Graph Neural Network Protein Mutation Effect Predictor
A GAT-based platform that predicts how single-point mutations affect protein stability and antibody-antigen binding affinity, using graph attention over protein structure.
Protein engineering and therapeutic antibody design require understanding how mutations affect protein behavior. Experimental measurement of mutational effects is slow and expensive — a computational model that predicts stability changes (ΔΔG) and binding affinity from structure alone can dramatically accelerate the design cycle.
MutaGraph represents proteins as graphs — nodes are residues, edges encode spatial proximity and biochemical interactions. A Graph Attention Network learns to propagate information across the structure, capturing long-range dependencies that sequence-only models miss.

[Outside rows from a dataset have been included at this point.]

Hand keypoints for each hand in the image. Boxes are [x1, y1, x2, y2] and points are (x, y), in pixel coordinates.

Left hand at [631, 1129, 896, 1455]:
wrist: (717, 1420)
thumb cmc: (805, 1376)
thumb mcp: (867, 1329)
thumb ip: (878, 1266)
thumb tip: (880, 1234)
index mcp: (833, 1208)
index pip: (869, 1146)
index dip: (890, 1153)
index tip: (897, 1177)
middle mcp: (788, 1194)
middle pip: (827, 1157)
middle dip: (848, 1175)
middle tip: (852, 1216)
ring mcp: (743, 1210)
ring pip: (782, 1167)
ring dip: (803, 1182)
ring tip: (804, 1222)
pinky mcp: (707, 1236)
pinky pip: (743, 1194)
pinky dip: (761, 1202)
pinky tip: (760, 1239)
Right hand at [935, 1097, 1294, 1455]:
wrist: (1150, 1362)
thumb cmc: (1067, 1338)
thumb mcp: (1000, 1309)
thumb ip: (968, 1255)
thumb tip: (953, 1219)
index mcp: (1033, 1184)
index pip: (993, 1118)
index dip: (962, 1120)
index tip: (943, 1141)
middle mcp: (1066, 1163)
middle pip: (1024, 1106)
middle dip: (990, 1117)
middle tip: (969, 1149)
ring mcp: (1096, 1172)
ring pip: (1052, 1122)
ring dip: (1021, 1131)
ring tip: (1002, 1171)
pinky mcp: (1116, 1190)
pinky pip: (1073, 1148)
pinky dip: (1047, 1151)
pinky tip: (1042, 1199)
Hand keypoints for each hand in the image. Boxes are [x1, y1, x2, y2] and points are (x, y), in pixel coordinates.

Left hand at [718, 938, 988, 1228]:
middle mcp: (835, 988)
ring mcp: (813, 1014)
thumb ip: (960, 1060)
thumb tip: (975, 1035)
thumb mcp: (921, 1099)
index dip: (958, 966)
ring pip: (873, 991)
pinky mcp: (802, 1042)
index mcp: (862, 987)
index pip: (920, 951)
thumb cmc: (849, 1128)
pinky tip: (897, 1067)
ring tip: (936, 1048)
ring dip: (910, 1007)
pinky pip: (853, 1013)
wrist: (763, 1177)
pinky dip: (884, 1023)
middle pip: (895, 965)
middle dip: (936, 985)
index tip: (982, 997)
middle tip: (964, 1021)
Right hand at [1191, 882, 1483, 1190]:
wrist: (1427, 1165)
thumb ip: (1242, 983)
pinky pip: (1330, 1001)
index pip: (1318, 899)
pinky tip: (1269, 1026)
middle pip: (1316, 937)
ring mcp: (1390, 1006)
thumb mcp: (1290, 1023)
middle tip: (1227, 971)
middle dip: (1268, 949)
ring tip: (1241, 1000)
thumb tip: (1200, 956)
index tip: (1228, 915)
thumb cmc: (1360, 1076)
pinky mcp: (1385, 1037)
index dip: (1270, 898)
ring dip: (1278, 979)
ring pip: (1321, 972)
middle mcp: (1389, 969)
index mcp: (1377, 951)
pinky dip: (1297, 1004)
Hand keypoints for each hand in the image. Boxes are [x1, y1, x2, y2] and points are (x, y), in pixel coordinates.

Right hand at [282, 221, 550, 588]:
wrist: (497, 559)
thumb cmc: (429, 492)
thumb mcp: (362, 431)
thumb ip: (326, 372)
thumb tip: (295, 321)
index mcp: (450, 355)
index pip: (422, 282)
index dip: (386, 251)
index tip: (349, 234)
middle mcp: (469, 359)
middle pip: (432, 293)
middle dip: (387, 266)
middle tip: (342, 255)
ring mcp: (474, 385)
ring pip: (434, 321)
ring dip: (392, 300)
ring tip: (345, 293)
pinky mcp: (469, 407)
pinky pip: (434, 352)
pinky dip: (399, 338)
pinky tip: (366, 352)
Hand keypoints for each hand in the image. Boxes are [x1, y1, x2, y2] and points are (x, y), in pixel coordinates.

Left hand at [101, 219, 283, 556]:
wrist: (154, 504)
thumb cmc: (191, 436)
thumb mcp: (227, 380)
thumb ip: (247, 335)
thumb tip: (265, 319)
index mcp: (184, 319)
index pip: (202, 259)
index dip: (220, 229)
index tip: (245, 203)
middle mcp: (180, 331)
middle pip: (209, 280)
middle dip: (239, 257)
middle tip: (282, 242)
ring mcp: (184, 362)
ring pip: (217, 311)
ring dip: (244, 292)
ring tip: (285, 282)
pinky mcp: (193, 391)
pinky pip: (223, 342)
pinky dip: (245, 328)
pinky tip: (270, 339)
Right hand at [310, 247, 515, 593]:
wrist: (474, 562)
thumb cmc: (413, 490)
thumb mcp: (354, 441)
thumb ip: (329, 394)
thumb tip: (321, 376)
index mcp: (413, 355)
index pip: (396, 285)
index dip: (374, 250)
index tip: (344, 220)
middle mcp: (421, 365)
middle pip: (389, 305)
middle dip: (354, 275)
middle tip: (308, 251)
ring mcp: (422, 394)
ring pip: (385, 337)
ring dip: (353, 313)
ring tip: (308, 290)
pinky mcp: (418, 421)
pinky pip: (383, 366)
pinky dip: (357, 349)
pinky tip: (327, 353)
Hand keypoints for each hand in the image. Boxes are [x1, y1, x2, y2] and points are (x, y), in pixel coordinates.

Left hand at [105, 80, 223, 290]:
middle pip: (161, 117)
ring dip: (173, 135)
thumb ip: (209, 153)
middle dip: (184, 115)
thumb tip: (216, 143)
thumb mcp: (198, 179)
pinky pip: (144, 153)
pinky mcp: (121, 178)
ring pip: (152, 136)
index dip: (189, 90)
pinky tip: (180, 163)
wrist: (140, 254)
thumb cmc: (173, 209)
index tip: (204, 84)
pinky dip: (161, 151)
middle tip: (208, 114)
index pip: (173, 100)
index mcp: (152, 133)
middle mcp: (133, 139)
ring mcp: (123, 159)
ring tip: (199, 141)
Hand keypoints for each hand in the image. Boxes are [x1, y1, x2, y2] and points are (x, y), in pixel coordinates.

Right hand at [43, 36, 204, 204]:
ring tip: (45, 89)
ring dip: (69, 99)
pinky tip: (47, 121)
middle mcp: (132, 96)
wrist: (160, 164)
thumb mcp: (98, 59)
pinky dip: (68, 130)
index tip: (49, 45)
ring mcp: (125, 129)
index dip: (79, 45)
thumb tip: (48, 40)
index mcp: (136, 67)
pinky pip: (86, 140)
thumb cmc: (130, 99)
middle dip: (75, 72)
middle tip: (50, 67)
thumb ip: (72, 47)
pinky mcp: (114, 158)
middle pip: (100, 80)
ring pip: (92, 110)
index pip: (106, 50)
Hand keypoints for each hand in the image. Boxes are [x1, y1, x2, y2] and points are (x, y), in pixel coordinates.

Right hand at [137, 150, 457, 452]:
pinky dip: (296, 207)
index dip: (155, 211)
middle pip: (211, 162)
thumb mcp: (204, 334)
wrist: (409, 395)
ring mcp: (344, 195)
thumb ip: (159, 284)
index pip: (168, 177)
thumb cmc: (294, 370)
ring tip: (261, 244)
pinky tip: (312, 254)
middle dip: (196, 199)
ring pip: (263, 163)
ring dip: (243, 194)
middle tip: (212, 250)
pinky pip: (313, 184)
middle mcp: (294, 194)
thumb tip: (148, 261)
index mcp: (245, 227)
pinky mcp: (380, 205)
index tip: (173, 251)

Protein structure parsed into a residue-level graph. Edges defined by spatial distance cutoff and biochemical interaction type. Node features include amino acid physicochemical properties.
Multi-head GAT layers learn attention weights over neighboring residues, capturing which structural contacts matter most for stability and binding. Mutation encoded as node feature perturbation.
Graph-level readout predicts the thermodynamic stability change upon mutation, and optionally the change in antibody-antigen binding affinity for therapeutic design applications.
Screen thousands of candidate mutations in silico before committing to expensive wet lab synthesis and assays.
Predict how mutations in the CDR loops affect antigen binding, guiding affinity maturation campaigns.
Assess the functional impact of clinically observed missense variants on protein stability and interactions.